Primeiro a votar, o relator, ministro Marco Aurélio, julgou procedente o pedido da ADIn, entendendo compatível com a CF a possibilidade de mudança de prenome e gênero no registro civil mediante a averbação no registro original.
O ministro condicionou a modificação, no entanto, aos seguintes requisitos: (i) idade mínima de 21 anos; e diagnóstico médico de transexualismo –presentes no art. 3 da resolução 1955/10 do Conselho Federal de Medicina –, por equipe multidisciplinar (médico psiquiatra, cirurgião, endocrinologista, psicólogo e assistente social) após no mínimo dois anos de acompanhamento conjunto.
Neste ponto, o relator não foi acompanhado por nenhum dos demais ministros que votaram hoje.
Alexandre de Moraes observou que a fixação de idade mínima de 21 anos, por exemplo, poderia gerar dano psiquiátrico irreversível. Para o ministro, a possibilidade deve vir aos 18, com a maioridade.
Para Fachin, a mudança pode ser possibilitada por quem assim desejar, independentemente de cirurgia ou qualquer tratamento hormonal. Em sua opinião, os pedidos podem estar baseados unicamente no consentimento livre informado do solicitante, sem que sejam exigidos requisitos, como certificações médicas ou psicológicas.
Autorização judicial
Outro ponto de divergência foi quanto à necessidade de pedido de alteração de mudança de nome pela via judicial. O relator votou pela necessidade de autorização. Da mesma forma votou Alexandre de Moraes.
Fachin inaugurou a divergência: ao considerar que “a pessoa não deve provar o que é”, o ministro entendeu que “exigir a mudança via jurisdicional é um limitante incompatível com a adequada proteção integral”. Na opinião do ministro, a mudança de registro deve ser feita de maneira direta e administrativa, sem a necessidade da via jurisdicional. O tema causou debates entre os ministros.
Fachin foi acompanhado pelo ministro Luís Roberto Barroso, pela ministra Rosa Weber, e pelo ministro Luiz Fux. “Se nós entendemos que o procedimento é por autodeclaração, qual é o sentido de uma decisão judicial?”, questionou Barroso.
“A necessidade de ir ao Poder Judiciário pode ser um obstáculo insuperável ou pode ser um constrangimento a mais para essas pessoas, de modo que eu evoluo – porque no julgamento anterior havia aderido inclusive à conclusão proposta pela tese – estou aceitando que essa alteração possa ser feita perante o registro civil diretamente, sem procedimento judicial.”
Transexual x Transgênero
Outra divergência, desta vez aberta por Alexandre de Moraes, foi com relação à terminologia mais adequada.
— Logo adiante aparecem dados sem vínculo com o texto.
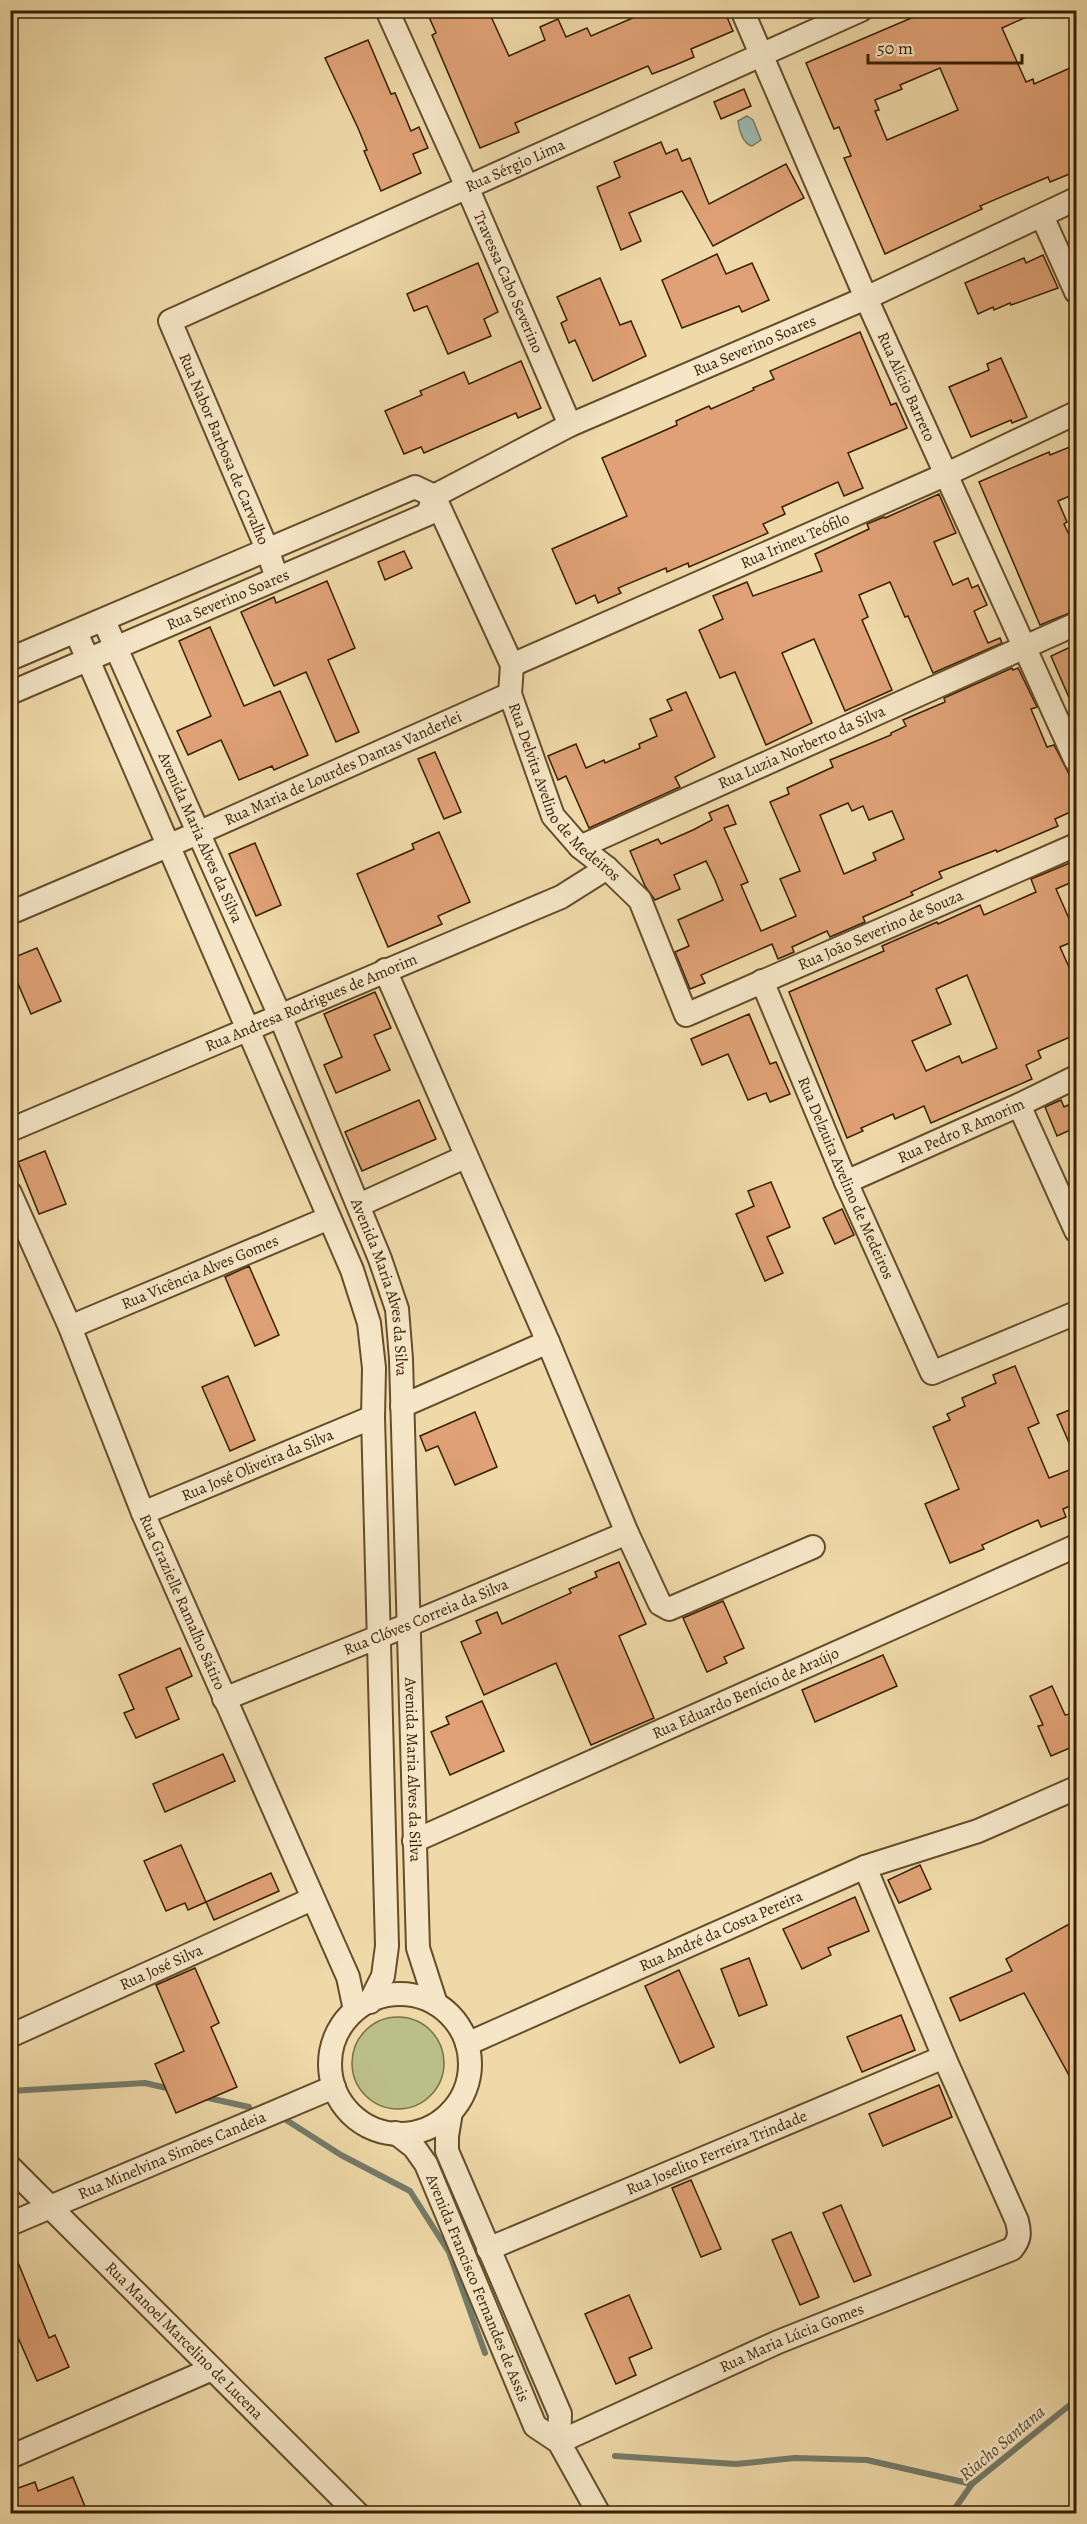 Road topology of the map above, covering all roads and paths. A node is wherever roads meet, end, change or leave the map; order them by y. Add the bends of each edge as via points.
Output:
1 (387, 10) edge
2 (742, 10) edge
3 (861, 10) edge
4 (760, 56) junction
5 (467, 188) junction
6 (1077, 200) edge
7 (1042, 216) junction
8 (1077, 292) edge
9 (866, 298) junction
10 (170, 321) joint
11 (1077, 413) edge
12 (570, 425) junction
13 (947, 474) junction
14 (434, 496) junction
15 (267, 549) junction
16 (277, 578) junction
17 (104, 621) junction
18 (1077, 624) edge
19 (76, 632) junction
20 (1024, 647) junction
21 (116, 648) junction
22 (10, 659) edge
23 (90, 660) junction
24 (513, 665) junction
25 (10, 693) edge
26 (510, 694) junction
27 (1077, 761) edge
28 (198, 833) junction
29 (1077, 845) edge
30 (167, 846) junction
31 (580, 847) junction
32 (607, 868) junction
33 (10, 913) edge
34 (385, 970) junction
35 (762, 981) junction
36 (686, 1015) joint
37 (280, 1016) junction
38 (249, 1029) junction
39 (1077, 1077) edge
40 (1019, 1106) junction
41 (10, 1130) edge
42 (465, 1157) junction
43 (846, 1182) junction
44 (10, 1193) edge
45 (359, 1205) junction
46 (329, 1218) junction
47 (1077, 1231) edge
48 (1077, 1313) edge
49 (70, 1327) junction
50 (548, 1342) junction
51 (402, 1406) junction
52 (373, 1417) junction
53 (143, 1513) junction
54 (627, 1533) junction
55 (1077, 1546) edge
56 (813, 1547) dead end
57 (408, 1625) junction
58 (379, 1636) junction
59 (224, 1699) junction
60 (1077, 1788) edge
61 (414, 1841) junction
62 (865, 1867) junction
63 (312, 1899) junction
64 (436, 2004) junction
65 (363, 2006) junction
66 (10, 2036) edge
67 (467, 2044) junction
68 (944, 2057) junction
69 (334, 2087) junction
70 (451, 2112) junction
71 (396, 2133) junction
72 (10, 2167) edge
73 (48, 2206) junction
74 (10, 2224) edge
75 (488, 2249) junction
76 (212, 2369) junction
77 (559, 2442) junction
78 (10, 2457) edge
79 (358, 2514) edge
80 (599, 2514) edge

1 - 5 street, Travessa Cabo Severino
2 - 4 street, Rua Alício Barreto
3 - 4 street, Rua Sérgio Lima
4 - 5 street, Rua Sérgio Lima
4 - 9 street, Rua Alício Barreto
5 - 10 street, Rua Sérgio Lima
5 - 12 street, Travessa Cabo Severino
6 - 7 street, Rua Severino Soares
7 - 8 street
7 - 9 street, Rua Severino Soares
9 - 12 street, Rua Severino Soares
9 - 13 street, Rua Alício Barreto
10 - 15 street, Rua Nabor Barbosa de Carvalho
11 - 13 street, Rua Irineu Teófilo
12 - 14 street, Rua Severino Soares
13 - 20 street, Rua Alício Barreto
13 - 24 street, Rua Irineu Teófilo
14 - 15 street, Rua Severino Soares via 415,487
14 - 16 street, Rua Severino Soares via 428,514
14 - 24 street
15 - 16 street, Rua Nabor Barbosa de Carvalho
15 - 17 street, Rua Severino Soares
16 - 21 street, Rua Severino Soares
17 - 19 street, Rua Severino Soares
17 - 21 street, Avenida Maria Alves da Silva
18 - 20 street, Rua Luzia Norberto da Silva
19 - 22 street, Rua Severino Soares
19 - 23 street, Avenida Maria Alves da Silva
20 - 27 street, Rua Alício Barreto
20 - 31 street, Rua Luzia Norberto da Silva
21 - 23 street, Rua Severino Soares
21 - 28 street, Avenida Maria Alves da Silva
23 - 25 street, Rua Severino Soares
23 - 30 street, Avenida Maria Alves da Silva
24 - 26 street, Rua Delvita Avelino de Medeiros
26 - 28 street, Rua Maria de Lourdes Dantas Vanderlei
26 - 31 street, Rua Delvita Avelino de Medeiros via 553,816
28 - 30 street, Rua Maria de Lourdes Dantas Vanderlei
28 - 37 street, Avenida Maria Alves da Silva
29 - 35 street, Rua João Severino de Souza
30 - 33 street, Rua Maria de Lourdes Dantas Vanderlei
30 - 38 street, Avenida Maria Alves da Silva
31 - 32 street, Rua Delvita Avelino de Medeiros
32 - 34 street, Rua Andresa Rodrigues de Amorim via 561,897
32 - 36 street, Rua Delvita Avelino de Medeiros via 640,900
34 - 37 street, Rua Andresa Rodrigues de Amorim
34 - 42 street
35 - 36 street, Rua João Severino de Souza
35 - 43 street, Rua Delzuita Avelino de Medeiros
37 - 38 street, Rua Andresa Rodrigues de Amorim
37 - 45 street, Avenida Maria Alves da Silva
38 - 41 street, Rua Andresa Rodrigues de Amorim
38 - 46 street, Avenida Maria Alves da Silva
39 - 40 street, Rua Pedro R Amorim
40 - 43 street, Rua Pedro R Amorim
40 - 47 street
42 - 45 street
42 - 50 street
43 - 48 street, Rua Delzuita Avelino de Medeiros via 932,1373
44 - 49 street, Rua Grazielle Ramalho Sátiro
45 - 51 street, Avenida Maria Alves da Silva via 397,1309
46 - 49 street, Rua Vicência Alves Gomes
46 - 52 street, Avenida Maria Alves da Silva via 369,1323 374,1368
49 - 53 street, Rua Grazielle Ramalho Sátiro
50 - 51 street
50 - 54 street
51 - 57 street, Avenida Maria Alves da Silva
52 - 53 street, Rua José Oliveira da Silva
52 - 58 street, Avenida Maria Alves da Silva
53 - 59 street, Rua Grazielle Ramalho Sátiro
54 - 56 street via 660,1604 669,1609
54 - 57 street, Rua Clóves Correia da Silva
55 - 61 street, Rua Eduardo Benício de Araújo
57 - 58 street, Rua Clóves Correia da Silva
57 - 61 street, Avenida Maria Alves da Silva
58 - 59 street, Rua Clóves Correia da Silva
58 - 65 street, Avenida Maria Alves da Silva via 387,1946 383,1976
59 - 63 street, Rua Grazielle Ramalho Sátiro
60 - 62 street, Rua André da Costa Pereira via 978,1831
61 - 64 street, Avenida Maria Alves da Silva via 418,1948
62 - 67 street, Rua André da Costa Pereira
62 - 68 street
63 - 65 street, Rua Grazielle Ramalho Sátiro
63 - 66 street, Rua José Silva
64 - 65 street via 418,1996 399,1994
64 - 67 street via 452,2016
65 - 69 street via 338,2032 330,2069
67 - 70 street via 471,2069 466,2088
68 - 75 street, Rua Joselito Ferreira Trindade
68 - 77 street, Rua Maria Lúcia Gomes via 1020,2232 1012,2248 778,2342
69 - 71 street via 342,2104 355,2117 370,2128
69 - 73 street, Rua Minelvina Simões Candeia
70 - 71 street via 426,2129
70 - 75 street, Avenida Francisco Fernandes de Assis via 447,2151
71 - 77 street, Avenida Francisco Fernandes de Assis via 414,2147 426,2164 535,2426
72 - 73 street, Rua Manoel Marcelino de Lucena
73 - 74 street, Rua Minelvina Simões Candeia
73 - 76 street, Rua Manoel Marcelino de Lucena
75 - 77 street, Avenida Francisco Fernandes de Assis via 560,2414
76 - 78 street
76 - 79 street, Rua Manoel Marcelino de Lucena
77 - 80 street, Avenida Francisco Fernandes de Assis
Para Moraes, a decisão deve ser ampliada aos transgêneros, e não ficar restrita aos transexuais.
Da mesma forma entendem os ministros Fachin, Barroso e Rosa. Barroso observou que, após pesquisa, constatou que boa parte do mundo utiliza a expressão transgêneros, a qual seria também adotada por ele na decisão.
Corte Interamericana de Direitos Humanos
Vários ministros destacaram pronunciamento da Corte Interamericana de Direitos Humanos, que, em novembro de 2017, publicou opinião consultiva sobre identidade de gênero, igualdade e não discriminação de homossexuais. A publicação foi feita dois dias após a discussão do tema pela Suprema Corte brasileira, quando do RE 670.422. “Entendo que esse julgamento deve se compatibilizar não apenas com a CF mas também com a opinião consultiva que se assenta no pacto que citei”.
O ministro Barroso também destacou a manifestação da Corte Internacional, em passagem que diz que “os Estados devem respeitar a integridade física e psíquica das pessoas, reconhecendo legalmente a identidade de gênero autopercebida, sem que existam obstáculos ou requisitos abusivos que possam constituir violações aos direitos humanos.
Nessa perspectiva, recomenda-se que o processo de reconhecimento de identidade de gênero não deve impor aos solicitantes o cumprimento de requisitos abusivos, tais como apresentação de certidões médicas ou provas de estado civil, tampouco se deve submeter o solicitante a perícias médicas ou psicológicas relacionadas com sua identidade de gênero autopercebida, ou outros requisitos que desvirtuem o princípio segundo o qual a identidade de gênero não se prova. Portanto, o tramite deve estar baseado na mera expressão de vontade do solicitante”.